### Dataset records
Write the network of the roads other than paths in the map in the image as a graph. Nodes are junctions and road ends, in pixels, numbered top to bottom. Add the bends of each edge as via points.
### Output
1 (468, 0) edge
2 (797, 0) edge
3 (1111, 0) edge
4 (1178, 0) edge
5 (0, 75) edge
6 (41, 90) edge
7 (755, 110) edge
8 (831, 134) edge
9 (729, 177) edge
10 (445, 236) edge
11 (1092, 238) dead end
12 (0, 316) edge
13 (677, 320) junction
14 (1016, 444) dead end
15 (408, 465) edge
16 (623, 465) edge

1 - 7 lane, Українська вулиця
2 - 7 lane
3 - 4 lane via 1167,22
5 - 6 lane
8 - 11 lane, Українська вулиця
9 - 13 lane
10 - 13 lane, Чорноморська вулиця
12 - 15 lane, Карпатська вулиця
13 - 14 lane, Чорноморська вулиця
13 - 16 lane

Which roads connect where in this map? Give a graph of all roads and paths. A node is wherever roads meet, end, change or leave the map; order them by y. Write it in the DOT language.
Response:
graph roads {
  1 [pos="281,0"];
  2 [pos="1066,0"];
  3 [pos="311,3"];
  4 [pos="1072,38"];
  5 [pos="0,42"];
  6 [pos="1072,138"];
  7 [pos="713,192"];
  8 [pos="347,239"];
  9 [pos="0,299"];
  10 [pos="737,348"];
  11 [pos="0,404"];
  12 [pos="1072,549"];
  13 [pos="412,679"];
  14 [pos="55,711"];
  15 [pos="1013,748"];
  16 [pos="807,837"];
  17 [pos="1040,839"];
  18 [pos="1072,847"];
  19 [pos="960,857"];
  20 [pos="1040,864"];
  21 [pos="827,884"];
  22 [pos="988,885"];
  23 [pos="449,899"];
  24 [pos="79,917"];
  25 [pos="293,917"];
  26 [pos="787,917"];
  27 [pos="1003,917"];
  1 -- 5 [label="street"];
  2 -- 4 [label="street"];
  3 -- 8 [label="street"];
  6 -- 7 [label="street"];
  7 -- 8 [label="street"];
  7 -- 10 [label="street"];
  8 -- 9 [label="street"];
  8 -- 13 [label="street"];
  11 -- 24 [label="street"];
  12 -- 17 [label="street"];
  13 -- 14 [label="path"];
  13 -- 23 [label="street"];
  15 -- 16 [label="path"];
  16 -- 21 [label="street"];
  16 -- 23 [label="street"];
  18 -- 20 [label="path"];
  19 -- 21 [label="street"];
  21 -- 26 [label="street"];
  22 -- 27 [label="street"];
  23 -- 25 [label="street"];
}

### Activity
Copy each line from the records above that includes the string "Write".

### Solved problem
Write the network of the roads other than paths in the map in the image as a graph. Nodes are junctions and road ends, in pixels, numbered top to bottom. Add the bends of each edge as via points.
Which roads connect where in this map? Give a graph of all roads and paths. A node is wherever roads meet, end, change or leave the map; order them by y. Write it in the DOT language.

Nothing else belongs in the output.